Even in the special case where $m$ is the prime $p$, and $k=p$, we cannot conclude from $a^{p-1}\equiv a \pmod{p}$ that $a^{p-1}\equiv 1\pmod{p}$. For let $p=7$ and $a=14$. Then $14^7\equiv 14\equiv 0\pmod{7}$, but $14^{6}$ is not congruent to $1$ modulo $7$.

For primes we can say that if $a^p\equiv a\pmod{p}$, and $a$ is not divisible by $p$, then $a^{p-1}\equiv 1\pmod{p}$.

Answer 4

(For the first part.)

More generally, if $b\mid ac$ and $b$ and $a$ are relatively prime, then $b\mid c$. In this case, $b=p$ and $c=a^{p-1}-1$.

This more general theorem can be seen by "unique factorization," also known as the fundamental theorem of arithmetic. But it can also be proved first as a lemma for proving unique factorization.

It uses something called Bézout's identity, that says that if $a,b$ are relatively prime, then there is an integer solution to $ax+by=1$. Then multiplying by $c$ you get: $acx + bcy=c$. $acx$ is divisible by $b$, by assumption, and $bcy$ is obviously divisible by $b$, so $c$ is divisible by $b$.

Answer 5

They are not the same, if $\gcd(a,p)>1$, that is, if $p\mid a$, then $a^p\equiv a\pmod p$ is true while $a^{p-1}\equiv 1\pmod p$ is false. It follows that the first is always true for any $a\in\mathbb{Z}$, but the second only in the case where $\gcd(a,p)=1$.

As for the second question, assume $\gcd(a,p)=1$, thus provided that Fermat's little theorem is true as you ask, we know that $a^{\phi(m)}\equiv 1\pmod m$ when $m=p$, since the definition of Euler's totient function $\phi(x)$ says $\phi(p)=p-1$. In particular, $\phi(p^b)=(p-1)p^{b-1}$.

Thus, write $m=2^kp_1^{b_1}\cdot\ldots\cdot p_n^{b_n}$ for given $k,b_i>0$. Since

$$\phi(m)=2^{k-1}(p_1-1)p_1^{b_1-1}\cdot\ldots\cdot(p_n-1) p_n^{b_n-1}$$

you know that

\begin{array}{ll} a^{\phi(m)}&\equiv 1\pmod 2\\ a^{\phi(m)}&\equiv 1\pmod{p_1}\\ &\vdots\\ a^{\phi(m)}&\equiv 1\pmod{p_n}\\ \end{array}

because for each case $p_i-1$ is in the exponent for a given $i-th$ prime (for 2 it is trivial).

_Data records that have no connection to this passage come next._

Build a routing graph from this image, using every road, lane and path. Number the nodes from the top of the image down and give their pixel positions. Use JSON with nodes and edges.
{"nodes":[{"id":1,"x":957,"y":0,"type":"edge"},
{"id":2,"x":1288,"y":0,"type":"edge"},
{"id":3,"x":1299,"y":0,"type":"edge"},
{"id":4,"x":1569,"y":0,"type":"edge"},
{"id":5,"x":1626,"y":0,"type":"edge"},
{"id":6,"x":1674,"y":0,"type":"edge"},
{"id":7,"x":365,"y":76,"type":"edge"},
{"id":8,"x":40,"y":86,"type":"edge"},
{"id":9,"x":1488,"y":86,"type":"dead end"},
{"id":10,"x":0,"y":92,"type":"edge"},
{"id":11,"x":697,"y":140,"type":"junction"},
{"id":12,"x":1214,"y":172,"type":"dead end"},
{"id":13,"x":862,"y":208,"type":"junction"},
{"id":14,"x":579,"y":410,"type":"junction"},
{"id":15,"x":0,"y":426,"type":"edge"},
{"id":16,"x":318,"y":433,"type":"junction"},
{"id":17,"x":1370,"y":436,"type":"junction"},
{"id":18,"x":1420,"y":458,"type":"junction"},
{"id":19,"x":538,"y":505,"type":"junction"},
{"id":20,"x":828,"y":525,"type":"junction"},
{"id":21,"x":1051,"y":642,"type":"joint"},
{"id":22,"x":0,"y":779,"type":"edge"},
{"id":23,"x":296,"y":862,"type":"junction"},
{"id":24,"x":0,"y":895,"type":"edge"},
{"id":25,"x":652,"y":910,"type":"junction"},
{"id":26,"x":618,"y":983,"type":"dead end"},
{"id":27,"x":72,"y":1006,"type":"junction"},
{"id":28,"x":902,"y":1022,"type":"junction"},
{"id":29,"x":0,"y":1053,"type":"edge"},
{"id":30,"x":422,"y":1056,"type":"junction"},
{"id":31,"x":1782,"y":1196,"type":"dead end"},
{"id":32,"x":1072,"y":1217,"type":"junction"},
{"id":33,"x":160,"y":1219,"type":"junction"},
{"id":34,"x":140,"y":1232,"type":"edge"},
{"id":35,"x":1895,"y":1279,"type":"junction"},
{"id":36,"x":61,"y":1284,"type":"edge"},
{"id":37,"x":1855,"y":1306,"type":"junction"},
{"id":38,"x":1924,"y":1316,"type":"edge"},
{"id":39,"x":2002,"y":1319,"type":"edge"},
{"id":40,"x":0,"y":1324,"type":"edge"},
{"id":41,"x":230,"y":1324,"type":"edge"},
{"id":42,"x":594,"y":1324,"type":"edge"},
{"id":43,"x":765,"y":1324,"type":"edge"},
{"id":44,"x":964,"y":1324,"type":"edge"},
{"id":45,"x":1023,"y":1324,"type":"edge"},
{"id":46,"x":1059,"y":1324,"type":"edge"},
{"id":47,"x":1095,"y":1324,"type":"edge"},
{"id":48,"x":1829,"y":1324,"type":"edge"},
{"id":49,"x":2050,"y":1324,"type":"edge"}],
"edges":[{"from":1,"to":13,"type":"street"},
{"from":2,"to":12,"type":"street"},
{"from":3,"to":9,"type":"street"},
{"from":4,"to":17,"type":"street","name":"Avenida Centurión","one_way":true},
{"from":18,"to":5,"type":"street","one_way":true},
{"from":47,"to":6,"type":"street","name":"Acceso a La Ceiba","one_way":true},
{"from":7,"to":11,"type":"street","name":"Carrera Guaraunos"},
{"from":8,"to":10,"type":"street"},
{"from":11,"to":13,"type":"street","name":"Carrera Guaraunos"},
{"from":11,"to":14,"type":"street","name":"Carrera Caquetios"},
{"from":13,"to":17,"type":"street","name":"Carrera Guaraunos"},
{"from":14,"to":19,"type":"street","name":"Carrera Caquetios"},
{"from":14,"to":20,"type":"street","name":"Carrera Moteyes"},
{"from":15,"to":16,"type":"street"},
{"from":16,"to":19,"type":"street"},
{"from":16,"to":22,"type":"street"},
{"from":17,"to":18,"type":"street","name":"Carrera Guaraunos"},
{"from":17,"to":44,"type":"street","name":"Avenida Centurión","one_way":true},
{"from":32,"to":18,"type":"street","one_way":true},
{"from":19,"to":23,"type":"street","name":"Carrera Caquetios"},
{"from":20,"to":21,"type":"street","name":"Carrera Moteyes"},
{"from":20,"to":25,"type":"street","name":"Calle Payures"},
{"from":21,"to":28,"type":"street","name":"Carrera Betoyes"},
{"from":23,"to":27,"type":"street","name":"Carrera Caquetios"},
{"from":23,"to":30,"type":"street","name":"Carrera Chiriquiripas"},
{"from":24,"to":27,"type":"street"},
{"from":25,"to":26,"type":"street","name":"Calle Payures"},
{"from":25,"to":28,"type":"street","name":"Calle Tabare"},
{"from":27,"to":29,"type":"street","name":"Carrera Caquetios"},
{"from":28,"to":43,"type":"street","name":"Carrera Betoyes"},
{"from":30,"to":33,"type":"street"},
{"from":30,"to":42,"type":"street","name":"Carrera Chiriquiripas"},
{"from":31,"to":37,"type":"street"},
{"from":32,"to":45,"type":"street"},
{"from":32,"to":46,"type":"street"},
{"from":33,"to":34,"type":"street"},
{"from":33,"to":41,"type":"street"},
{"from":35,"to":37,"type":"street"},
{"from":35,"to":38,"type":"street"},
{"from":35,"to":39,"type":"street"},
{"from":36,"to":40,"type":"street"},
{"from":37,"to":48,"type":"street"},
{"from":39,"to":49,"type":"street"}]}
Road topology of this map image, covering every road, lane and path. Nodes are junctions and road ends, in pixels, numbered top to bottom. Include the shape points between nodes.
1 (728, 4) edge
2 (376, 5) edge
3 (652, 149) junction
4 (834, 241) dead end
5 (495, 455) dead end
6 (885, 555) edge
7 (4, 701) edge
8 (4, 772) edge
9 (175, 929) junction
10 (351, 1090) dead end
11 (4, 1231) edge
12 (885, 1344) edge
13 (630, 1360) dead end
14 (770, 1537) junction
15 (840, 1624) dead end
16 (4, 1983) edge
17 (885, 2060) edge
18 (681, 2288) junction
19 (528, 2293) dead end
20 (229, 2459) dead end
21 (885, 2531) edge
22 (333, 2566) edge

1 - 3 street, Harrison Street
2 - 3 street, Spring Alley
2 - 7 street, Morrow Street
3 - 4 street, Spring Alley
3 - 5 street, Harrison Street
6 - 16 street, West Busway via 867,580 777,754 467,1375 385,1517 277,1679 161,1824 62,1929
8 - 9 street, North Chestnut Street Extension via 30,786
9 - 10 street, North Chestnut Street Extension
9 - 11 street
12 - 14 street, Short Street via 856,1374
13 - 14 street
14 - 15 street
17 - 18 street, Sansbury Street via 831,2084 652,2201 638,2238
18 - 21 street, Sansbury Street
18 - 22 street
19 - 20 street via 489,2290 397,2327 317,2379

The last step is to show that $a^{(p-1)p^{b-1}}\equiv 1\pmod{p^b}$. Notice that by showing this we can conclude that

\begin{array}{ll} a^{\phi(m)}&\equiv 1\pmod 2\\ a^{\phi(m)}&\equiv 1\pmod{p_1^{b_1}}\\ &\vdots\\ a^{\phi(m)}&\equiv 1\pmod{p_n^{b_n}}\\ \end{array}

and from the fact that all divide $a^{\phi(m)}-1$ it would be safe to conclude that $a^{\phi(m)}\equiv 1\pmod m$ for all $m\in\mathbb{N}_{>0}$.

So, to prove that $a^{(p-1)p^{b-1}}\equiv 1\pmod{p^b}$ is the tricky part. We know that $a^{p-1}\equiv 1\pmod{p}$, but that a power $p^b$ must divide $a^{(p-1)p^{b-1}}-1$ is not trivial. To prove this fact, I use an old friend called Lifting the Exponent Lemma -- LTE (link: Lifting the Exponent Lemma).

It says: let $\gcd(x, p)=\gcd(y, p)=1$ for a prime $p$ and given whole numbers $x,\ y$, where $v_p$ is the maximum exponent $b$ such that $p^b\mid\ell$, for $\ell\in\mathbb{Z}$, then $v_p(x^n\pm y^n)=v_p(x\pm y)+v_p(n)$ for $n\in\mathbb{N}$.

From that we conclude that $v_p(a^{(p-1)p^{b-1}}-1^{(p-1)p^{b-1}})=v_p(a^{p-1}-1^{p-1})+v_p(p^{b-1})$, so clearly $a^{(p-1)p^{b-1}}\equiv 1\pmod{p^b}$.

I should say that the proof given by Euler is more economic and elegant. We don't need to actually use Fermat's little theorem to get Euler's theorem only because one is a particular case of the other.